When Hillary Clinton was asked about campus protests at last Saturday’s presidential debate, the Democratic frontrunner said, “I come from the ‘60s, a long time ago. There was a lot of activism on campus.”

While she might have been equivocating so she didn’t have to take a stand for or against the “Black Lives Matter” activism on campus—or might have just been overcome by nostalgia for her college years—Clinton’s remarks harkened back to an era of turmoil across the country.

Recent protests by student athletes and others may appear novel because there have been few major campus demonstrations in recent years. Students have been concentrating on getting jobs in a rocky economy, and their parents have been worried about education’s high price tag.

But four decades ago, protests were more routine. Students were galvanized by protests against the Vietnam War and against racism.
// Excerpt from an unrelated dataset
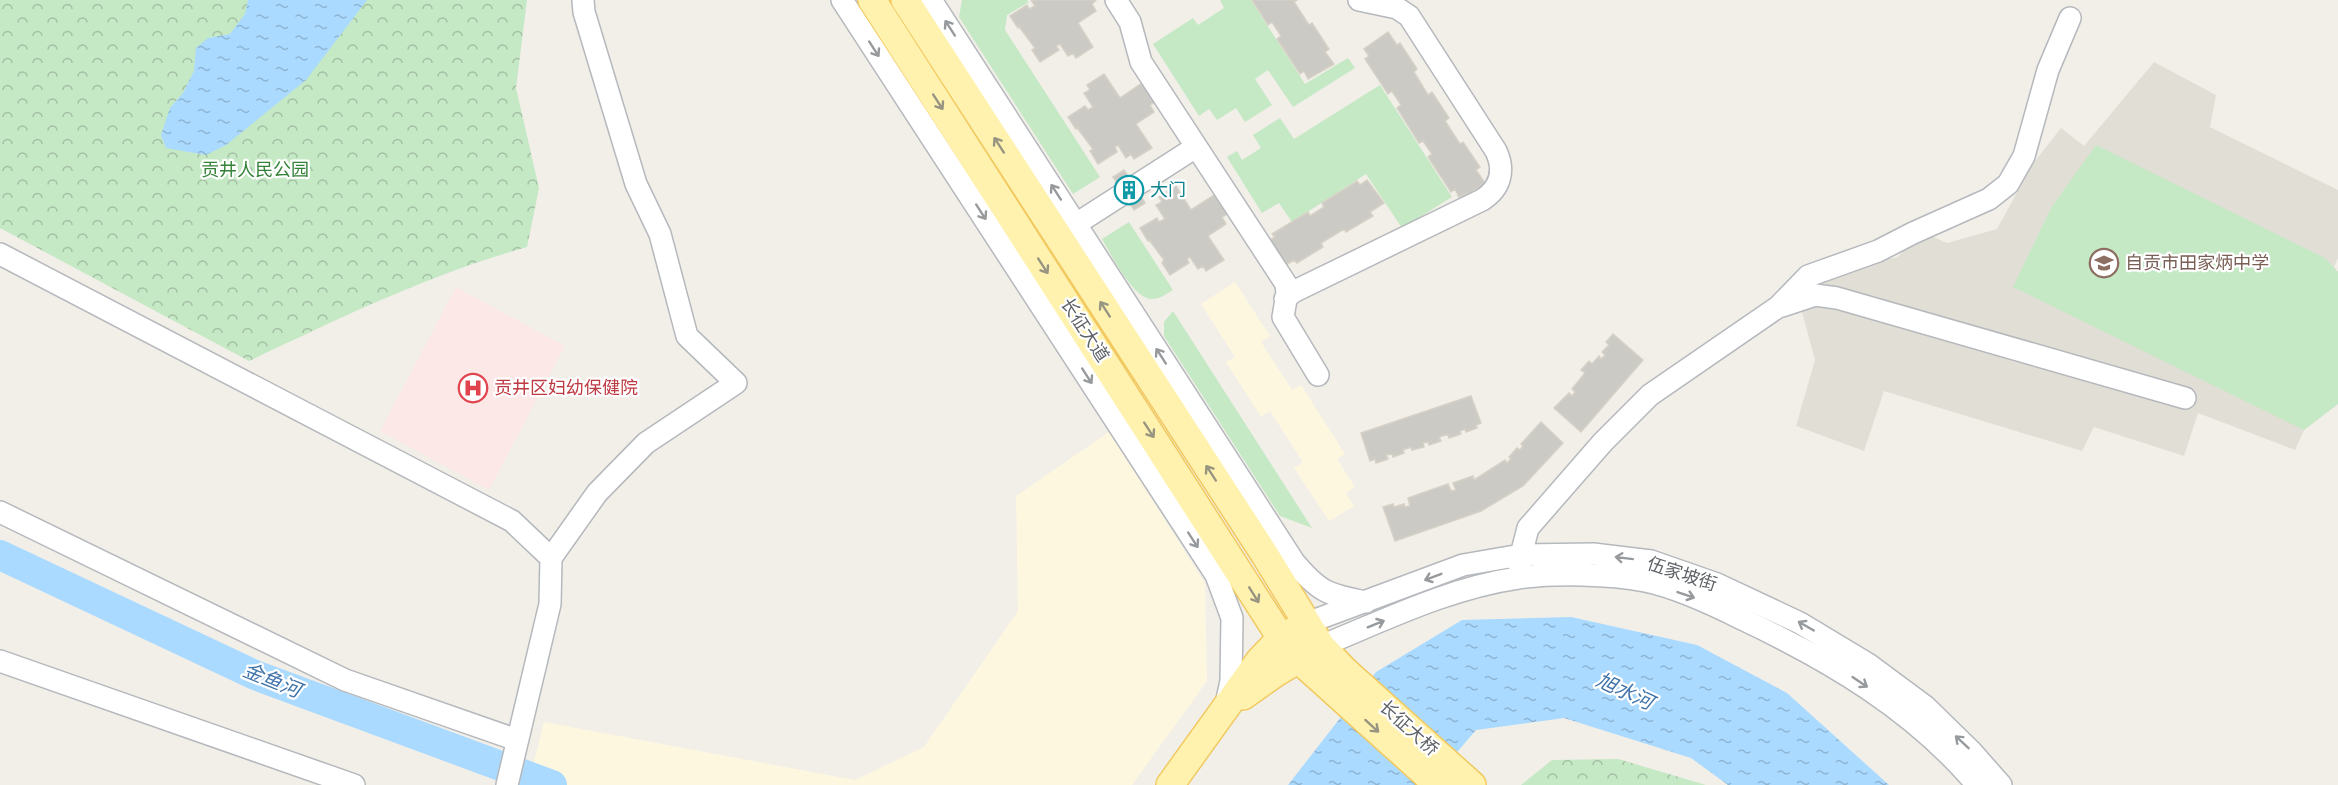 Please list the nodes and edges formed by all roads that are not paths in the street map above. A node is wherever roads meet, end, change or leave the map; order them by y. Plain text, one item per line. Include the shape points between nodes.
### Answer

As is the case today, there were few effective ways to pressure university administrators. One of the few routes to change—then, as now—was college athletics, where players often take on outsize importance in shaping the university’s image and, increasingly, the university’s finances.

College football has become a powerhouse moneymaker for many universities, with colleges reaping huge financial rewards as passionate alumni and other fans are able to watch most games on television. When the University of Missouri stood to lose $1 million or so from a threatened strike by its football team earlier this month, the administration hastily made changes so it did not jeopardize its golden egg.

While complaints against racial incidents on campus is hardly new, the Missouri athletes’ activism was hailed by many—and roundly criticized by others—as a new student protest technique. But that ignores history: In fact, the threat of boycotts and protests harkens back to similar student athlete protests held on campuses in the 1960s.

Those protests met with mixed results.

At Syracuse University in 1969, for example, eight African-American players, sometimes called the “Syracuse Eight,” walked out of spring practice complaining of discriminatory treatment. They demanded that their coach, Ben Schwartzwalder, hire a full-time black coach. When he didn’t, the players decided to boycott.

Under order, Schwartzwalder did hire an African-American coach. But he also refused to allow seven of the players to rejoin the team the next season. And so, even though university protests against racism in 1968 and 1969 had led to the hiring of a vice president for minority group affairs and the addition of an Afro-American Studies program, the athletes’ boycott ended with the university hiring a black coach for a team that, in the 1970 season, had no black players.

The Syracuse protest is one of many examined in Integrating the Gridiron: Black Civil Rights in American Football, a book by Lane Demas, a history professor at Central Michigan University.

In the book, he singles out the importance of the 1969 protest at the University of Wyoming, when 14 of the team’s black players were kicked off the team because they wanted to wear black armbands during an upcoming game against Brigham Young University. The armbands were to protest the Mormon Church’s discrimination against black people.

That same season, 14 black players on the San Jose State team wanted to show solidarity by wearing black armbands. But the university canceled the game, citing racial unrest.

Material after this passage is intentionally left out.